* [Assignment]: Only the pictures are to be dropped; return all other data below exactly.

(Record extracts)

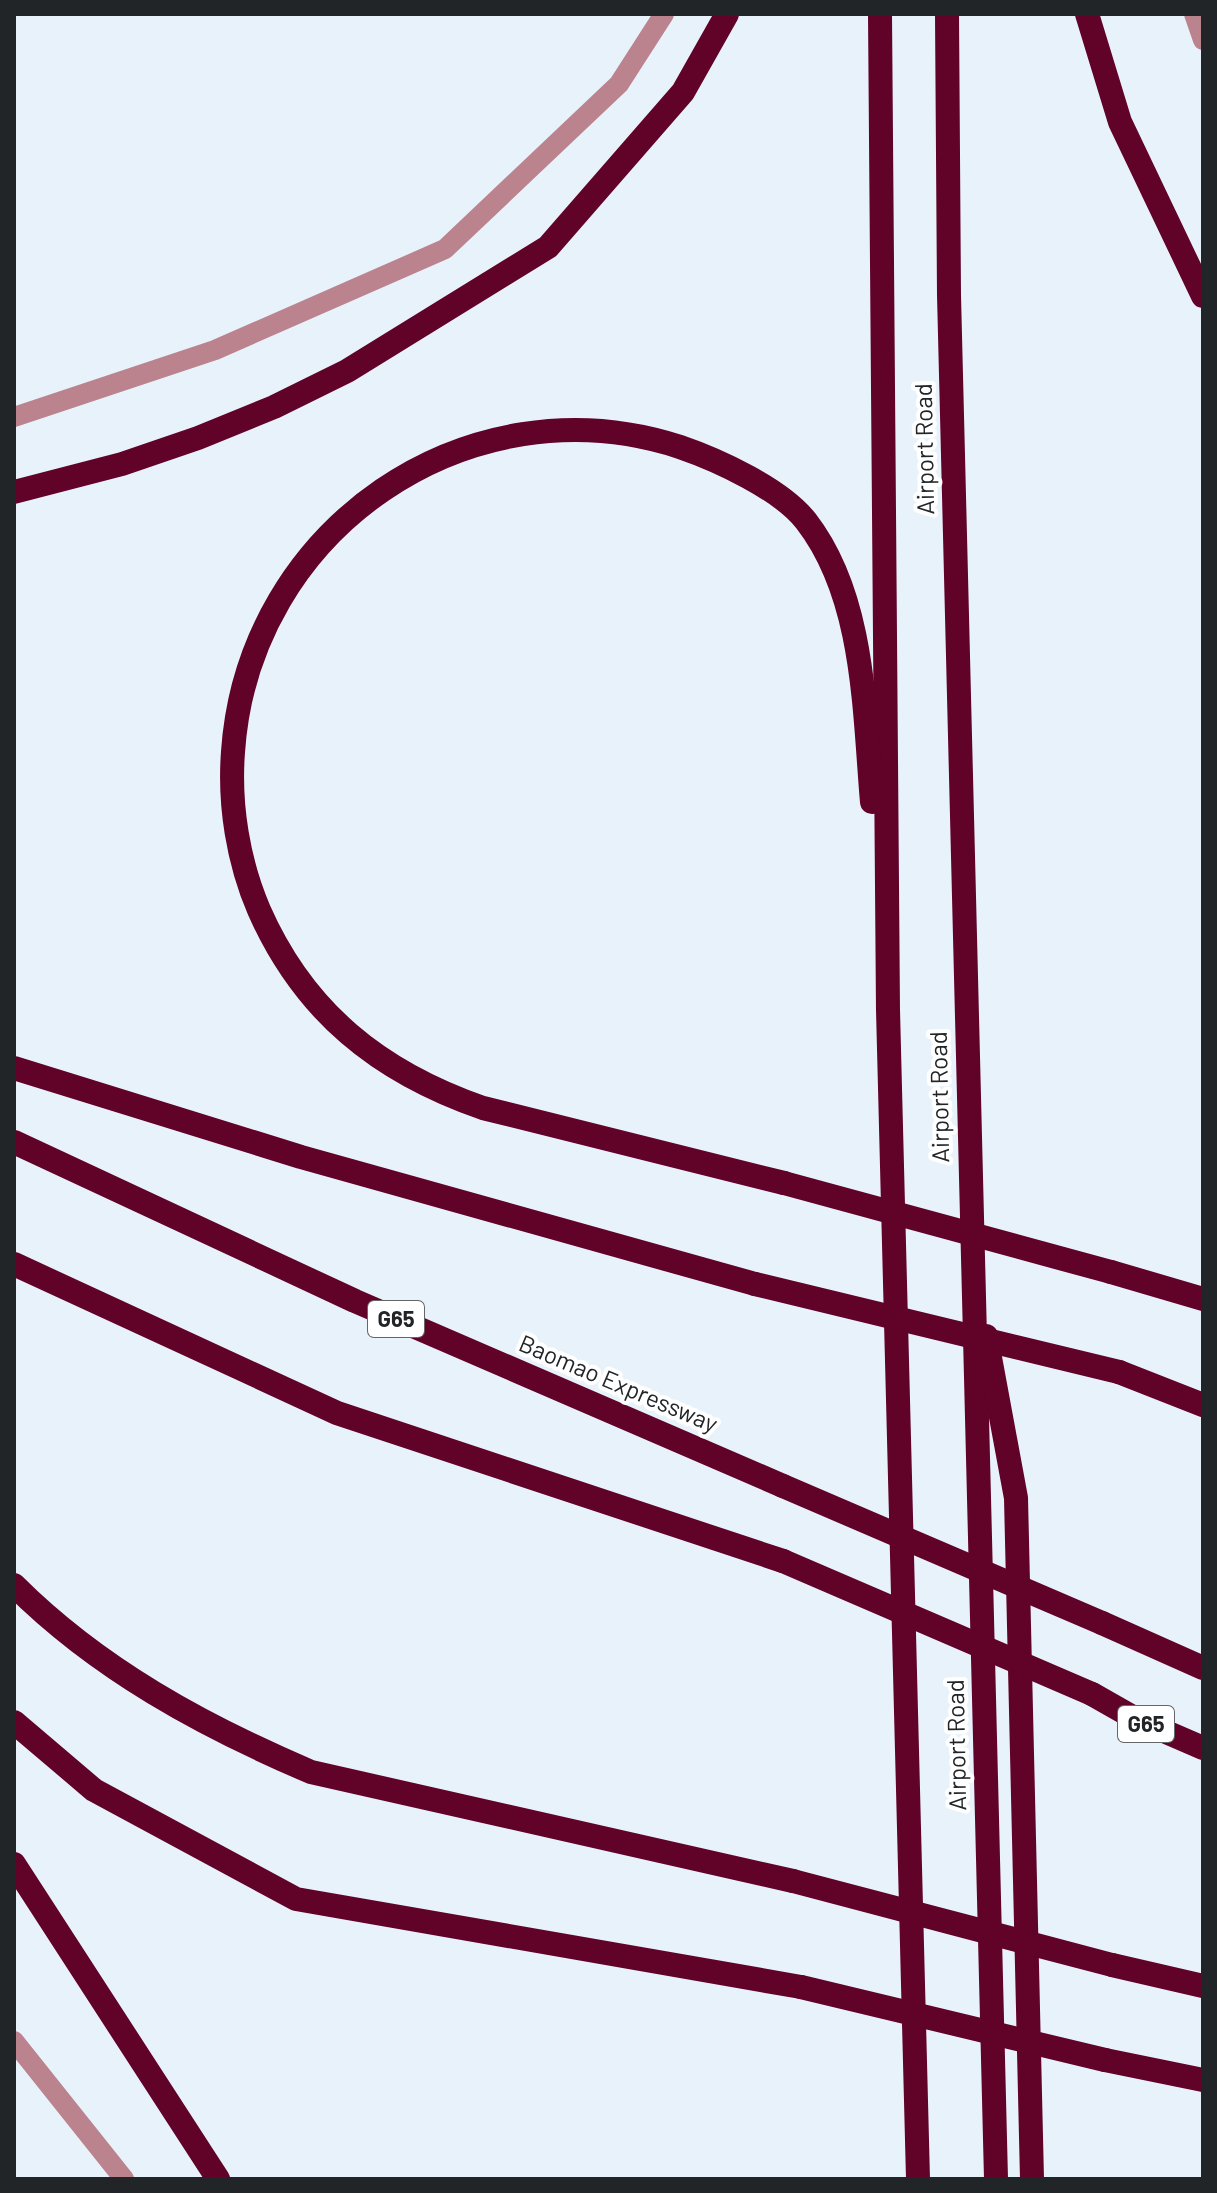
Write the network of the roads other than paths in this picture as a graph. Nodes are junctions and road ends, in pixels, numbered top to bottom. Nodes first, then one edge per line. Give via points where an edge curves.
1 (664, 14) edge
2 (727, 14) edge
3 (880, 14) edge
4 (947, 14) edge
5 (1087, 14) edge
6 (1194, 14) edge
7 (1203, 40) edge
8 (1203, 296) edge
9 (14, 417) edge
10 (43, 486) junction
11 (14, 492) edge
12 (14, 499) edge
13 (888, 1010) junction
14 (14, 1068) edge
15 (14, 1142) edge
16 (972, 1262) junction
17 (14, 1264) edge
18 (1203, 1299) edge
19 (1203, 1405) edge
20 (14, 1585) edge
21 (1203, 1668) edge
22 (14, 1722) edge
23 (1203, 1748) edge
24 (14, 1864) edge
25 (1203, 1986) edge
26 (14, 2041) edge
27 (1203, 2080) edge
28 (124, 2179) edge
29 (218, 2179) edge
30 (918, 2179) edge
31 (996, 2179) edge
32 (1032, 2179) edge

1 - 9 street via 619,84 445,249 215,350
2 - 10 highway via 683,92 548,247 347,371 274,407 122,464
3 - 13 highway, Airport Road
4 - 16 highway, Airport Road
5 - 8 highway via 1120,122
6 - 7 street
10 - 11 highway
10 - 12 highway
13 - 18 highway, bridge via 861,667 836,573 804,518 771,492 698,453 618,433 535,432 494,439 417,468 381,490 348,515 293,577 266,626 242,691 231,773 234,815 241,856 269,933 315,1000 374,1055 408,1077 483,1108 784,1183
13 - 30 highway, Airport Road
14 - 19 highway, bridge via 316,1161 755,1284 1119,1372
15 - 21 highway, Baomao Expressway / G65, bridge via 355,1301
16 - 31 highway, Airport Road
16 - 32 highway via 1016,1498
17 - 23 highway, G65, bridge via 337,1413 783,1561 1092,1694
20 - 25 highway, bridge via 132,1680 237,1740 311,1772 793,1881
22 - 27 highway, bridge via 94,1790 296,1899 801,1987
24 - 29 highway
26 - 28 street

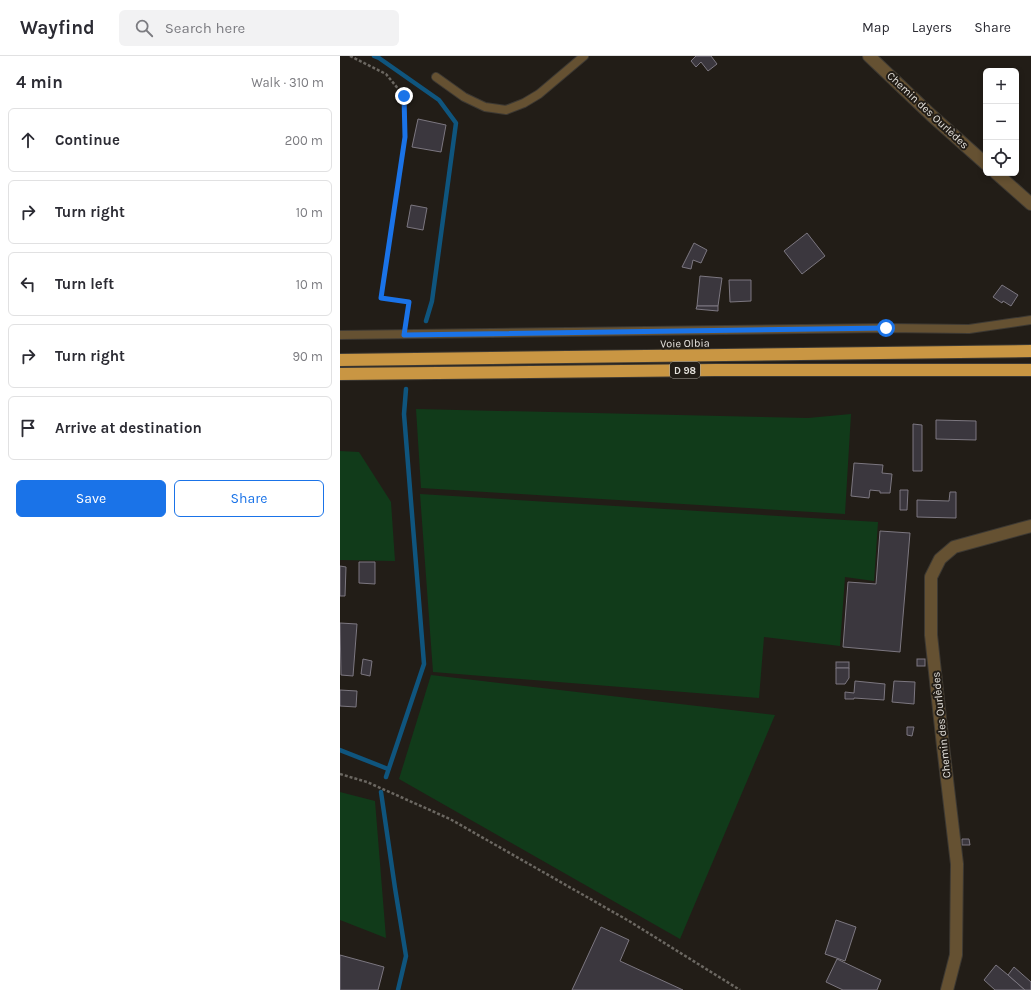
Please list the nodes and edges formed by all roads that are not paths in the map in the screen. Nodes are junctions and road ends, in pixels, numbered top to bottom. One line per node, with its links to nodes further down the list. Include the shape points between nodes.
1 (584, 56): 3 (lane, via 539,94 506,110 485,106 464,97)
2 (869, 56): 4 (street, Chemin des Ourlèdes)
3 (436, 77)
4 (983, 161)
5 (999, 176): 6 (street)
6 (1031, 204)
7 (1031, 320): 8 (lane, via 969,329)
8 (340, 335)
9 (1031, 351): 10 (highway, Voie Olbia / D 98)
10 (340, 360)
11 (1031, 370): 12 (highway, D 98)
12 (340, 374)
13 (1031, 526): 14 (street, Chemin des Ourlèdes, via 954,547 940,558 931,577 931,635 957,864 956,955)
14 (947, 990)

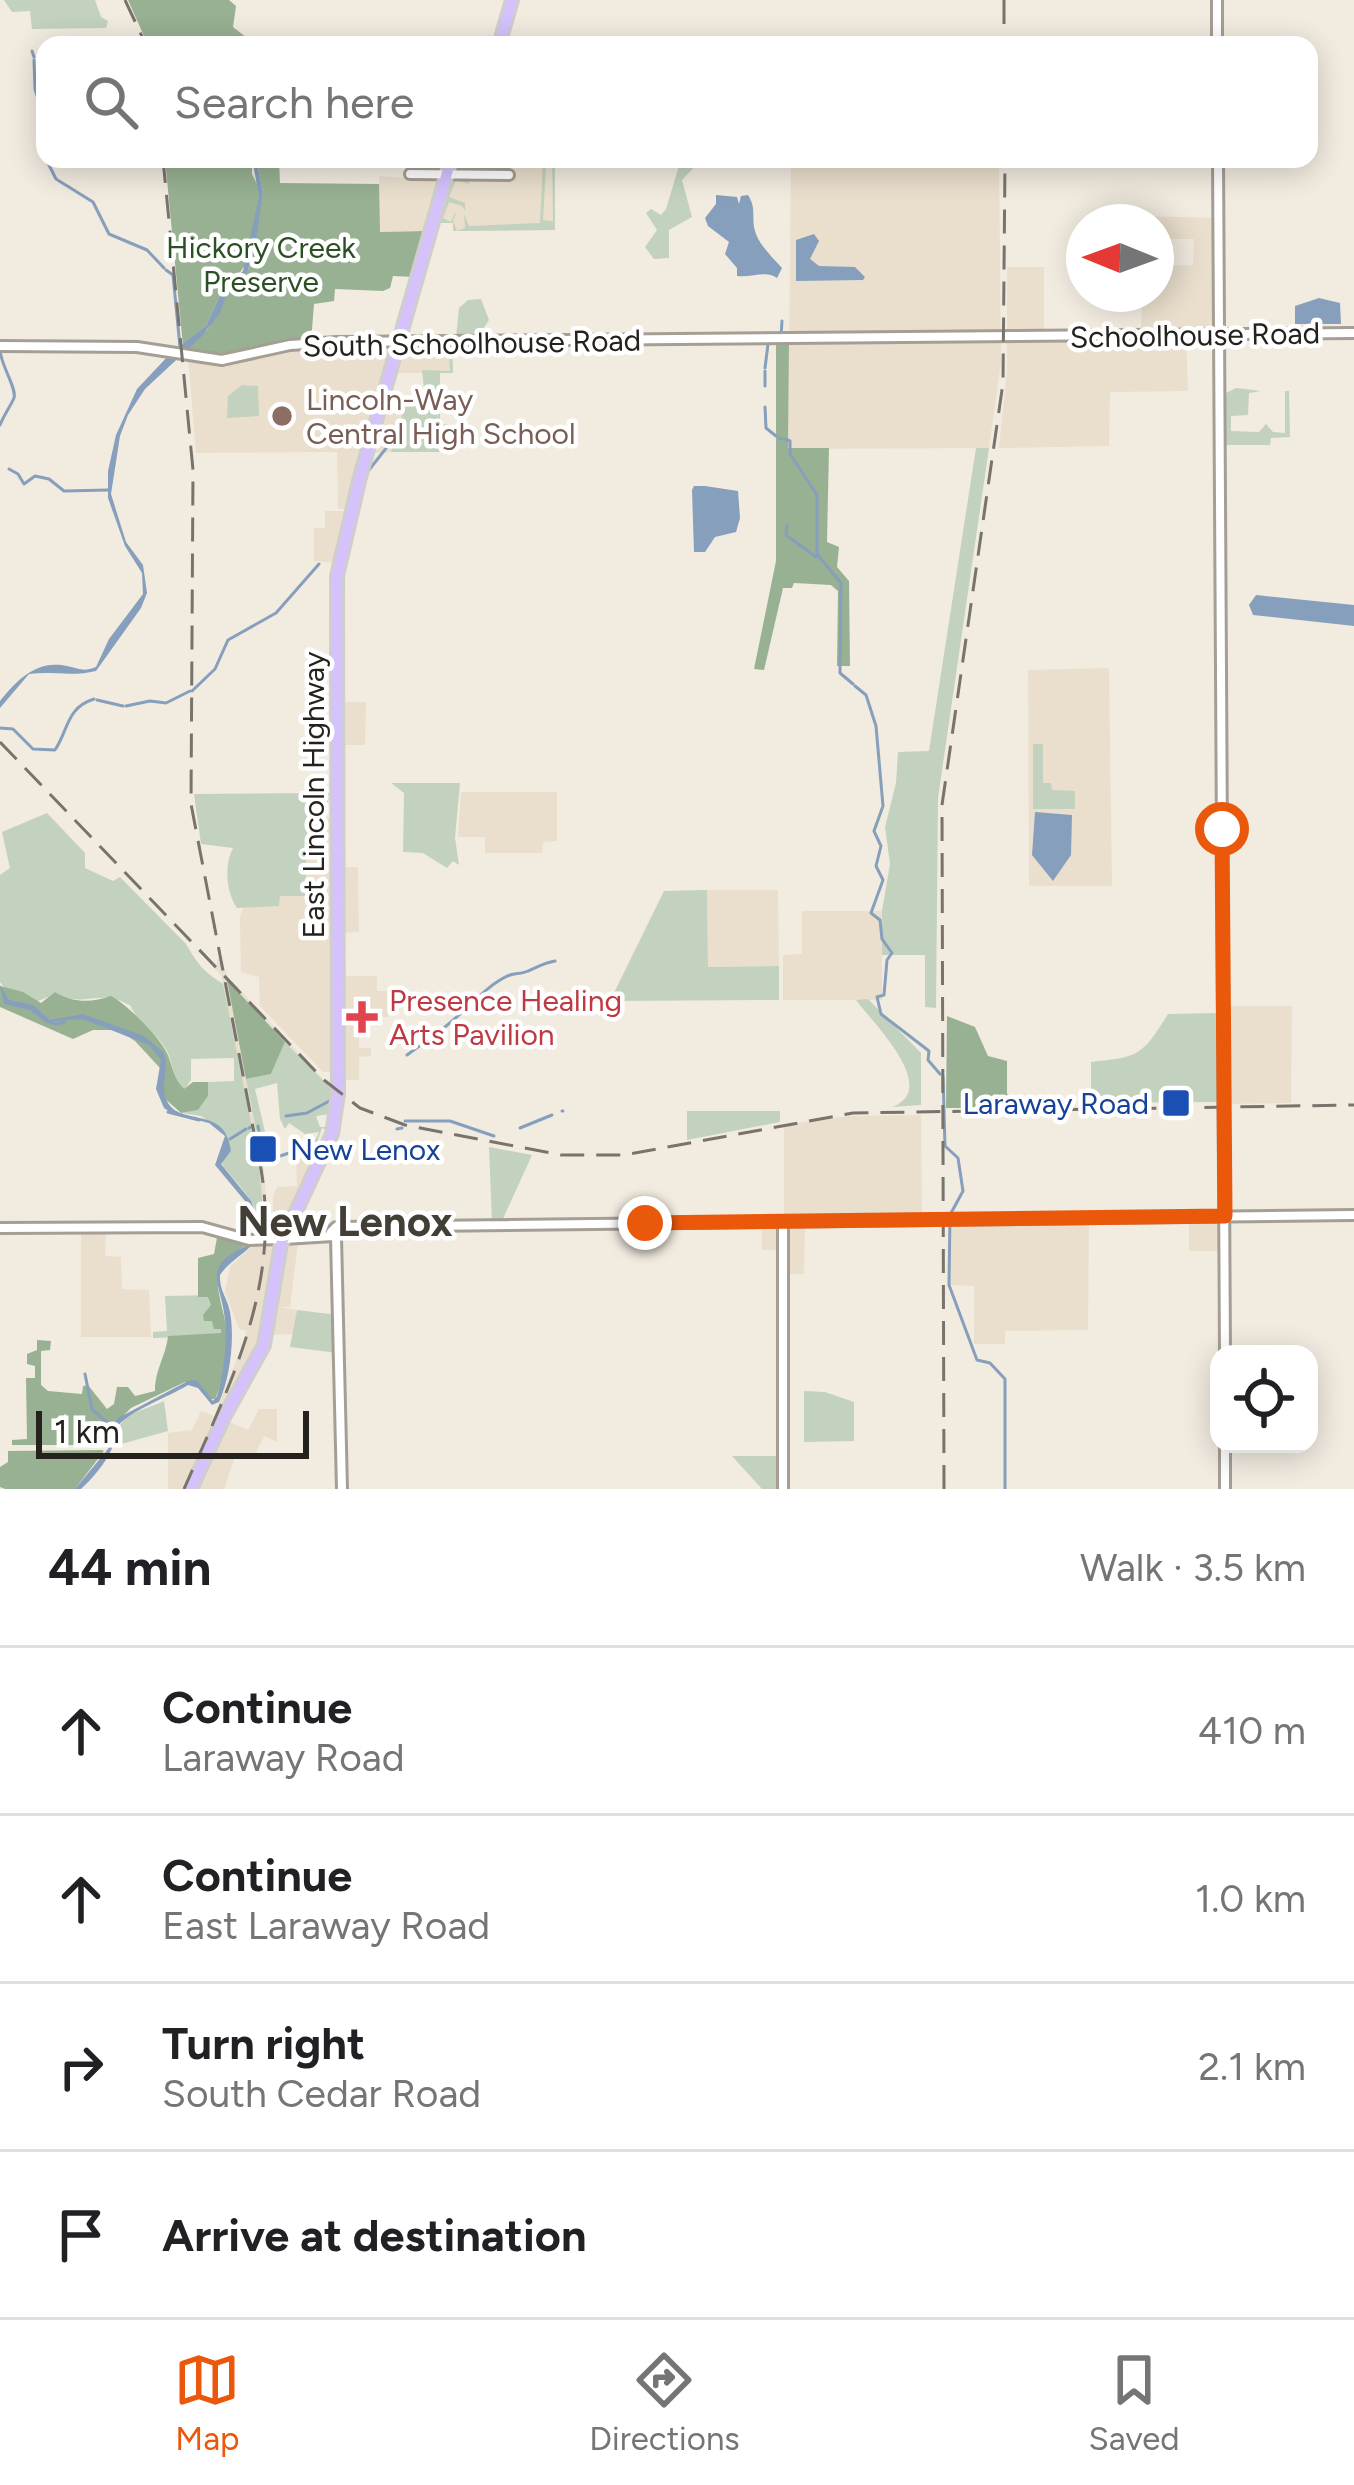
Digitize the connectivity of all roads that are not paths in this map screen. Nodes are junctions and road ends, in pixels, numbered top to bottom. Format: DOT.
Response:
graph roads {
  1 [pos="510,0"];
  2 [pos="1217,0"];
  3 [pos="500,36"];
  4 [pos="1218,36"];
  5 [pos="450,168"];
  6 [pos="1219,168"];
  7 [pos="410,174"];
  8 [pos="448,174"];
  9 [pos="508,176"];
  10 [pos="1354,333"];
  11 [pos="1220,335"];
  12 [pos="875,339"];
  13 [pos="400,342"];
  14 [pos="0,346"];
  15 [pos="1354,1215"];
  16 [pos="1225,1216"];
  17 [pos="783,1221"];
  18 [pos="0,1228"];
  19 [pos="336,1232"];
  20 [pos="282,1239"];
  21 [pos="1225,1345"];
  22 [pos="1226,1453"];
  23 [pos="191,1489"];
  24 [pos="342,1489"];
  25 [pos="783,1489"];
  26 [pos="1226,1489"];
  1 -- 3 [label="main road"];
  2 -- 4 [label="main road"];
  5 -- 8 [label="main road, East Lincoln Highway"];
  6 -- 11 [label="main road"];
  7 -- 8 [label="main road"];
  8 -- 9 [label="main road"];
  8 -- 13 [label="main road, East Lincoln Highway"];
  10 -- 11 [label="main road, Schoolhouse Road"];
  11 -- 12 [label="main road, Schoolhouse Road"];
  11 -- 16 [label="main road"];
  12 -- 13 [label="main road, South Schoolhouse Road"];
  13 -- 14 [label="main road, South Schoolhouse Road"];
  13 -- 20 [label="main road, East Lincoln Highway"];
  15 -- 16 [label="main road"];
  16 -- 17 [label="main road"];
  16 -- 21 [label="main road"];
  17 -- 19 [label="main road"];
  17 -- 25 [label="main road"];
  18 -- 20 [label="main road"];
  19 -- 20 [label="main road"];
  19 -- 24 [label="main road"];
  20 -- 23 [label="main road, East Lincoln Highway"];
  22 -- 26 [label="main road"];
}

(End Record extracts)

* [Task output]:
Write the network of the roads other than paths in this picture as a graph. Nodes are junctions and road ends, in pixels, numbered top to bottom. Nodes first, then one edge per line. Give via points where an edge curves.
1 (664, 14) edge
2 (727, 14) edge
3 (880, 14) edge
4 (947, 14) edge
5 (1087, 14) edge
6 (1194, 14) edge
7 (1203, 40) edge
8 (1203, 296) edge
9 (14, 417) edge
10 (43, 486) junction
11 (14, 492) edge
12 (14, 499) edge
13 (888, 1010) junction
14 (14, 1068) edge
15 (14, 1142) edge
16 (972, 1262) junction
17 (14, 1264) edge
18 (1203, 1299) edge
19 (1203, 1405) edge
20 (14, 1585) edge
21 (1203, 1668) edge
22 (14, 1722) edge
23 (1203, 1748) edge
24 (14, 1864) edge
25 (1203, 1986) edge
26 (14, 2041) edge
27 (1203, 2080) edge
28 (124, 2179) edge
29 (218, 2179) edge
30 (918, 2179) edge
31 (996, 2179) edge
32 (1032, 2179) edge

1 - 9 street via 619,84 445,249 215,350
2 - 10 highway via 683,92 548,247 347,371 274,407 122,464
3 - 13 highway, Airport Road
4 - 16 highway, Airport Road
5 - 8 highway via 1120,122
6 - 7 street
10 - 11 highway
10 - 12 highway
13 - 18 highway, bridge via 861,667 836,573 804,518 771,492 698,453 618,433 535,432 494,439 417,468 381,490 348,515 293,577 266,626 242,691 231,773 234,815 241,856 269,933 315,1000 374,1055 408,1077 483,1108 784,1183
13 - 30 highway, Airport Road
14 - 19 highway, bridge via 316,1161 755,1284 1119,1372
15 - 21 highway, Baomao Expressway / G65, bridge via 355,1301
16 - 31 highway, Airport Road
16 - 32 highway via 1016,1498
17 - 23 highway, G65, bridge via 337,1413 783,1561 1092,1694
20 - 25 highway, bridge via 132,1680 237,1740 311,1772 793,1881
22 - 27 highway, bridge via 94,1790 296,1899 801,1987
24 - 29 highway
26 - 28 street

Please list the nodes and edges formed by all roads that are not paths in the map in the screen. Nodes are junctions and road ends, in pixels, numbered top to bottom. One line per node, with its links to nodes further down the list. Include the shape points between nodes.
1 (584, 56): 3 (lane, via 539,94 506,110 485,106 464,97)
2 (869, 56): 4 (street, Chemin des Ourlèdes)
3 (436, 77)
4 (983, 161)
5 (999, 176): 6 (street)
6 (1031, 204)
7 (1031, 320): 8 (lane, via 969,329)
8 (340, 335)
9 (1031, 351): 10 (highway, Voie Olbia / D 98)
10 (340, 360)
11 (1031, 370): 12 (highway, D 98)
12 (340, 374)
13 (1031, 526): 14 (street, Chemin des Ourlèdes, via 954,547 940,558 931,577 931,635 957,864 956,955)
14 (947, 990)

Digitize the connectivity of all roads that are not paths in this map screen. Nodes are junctions and road ends, in pixels, numbered top to bottom. Format: DOT.
Response:
graph roads {
  1 [pos="510,0"];
  2 [pos="1217,0"];
  3 [pos="500,36"];
  4 [pos="1218,36"];
  5 [pos="450,168"];
  6 [pos="1219,168"];
  7 [pos="410,174"];
  8 [pos="448,174"];
  9 [pos="508,176"];
  10 [pos="1354,333"];
  11 [pos="1220,335"];
  12 [pos="875,339"];
  13 [pos="400,342"];
  14 [pos="0,346"];
  15 [pos="1354,1215"];
  16 [pos="1225,1216"];
  17 [pos="783,1221"];
  18 [pos="0,1228"];
  19 [pos="336,1232"];
  20 [pos="282,1239"];
  21 [pos="1225,1345"];
  22 [pos="1226,1453"];
  23 [pos="191,1489"];
  24 [pos="342,1489"];
  25 [pos="783,1489"];
  26 [pos="1226,1489"];
  1 -- 3 [label="main road"];
  2 -- 4 [label="main road"];
  5 -- 8 [label="main road, East Lincoln Highway"];
  6 -- 11 [label="main road"];
  7 -- 8 [label="main road"];
  8 -- 9 [label="main road"];
  8 -- 13 [label="main road, East Lincoln Highway"];
  10 -- 11 [label="main road, Schoolhouse Road"];
  11 -- 12 [label="main road, Schoolhouse Road"];
  11 -- 16 [label="main road"];
  12 -- 13 [label="main road, South Schoolhouse Road"];
  13 -- 14 [label="main road, South Schoolhouse Road"];
  13 -- 20 [label="main road, East Lincoln Highway"];
  15 -- 16 [label="main road"];
  16 -- 17 [label="main road"];
  16 -- 21 [label="main road"];
  17 -- 19 [label="main road"];
  17 -- 25 [label="main road"];
  18 -- 20 [label="main road"];
  19 -- 20 [label="main road"];
  19 -- 24 [label="main road"];
  20 -- 23 [label="main road, East Lincoln Highway"];
  22 -- 26 [label="main road"];
}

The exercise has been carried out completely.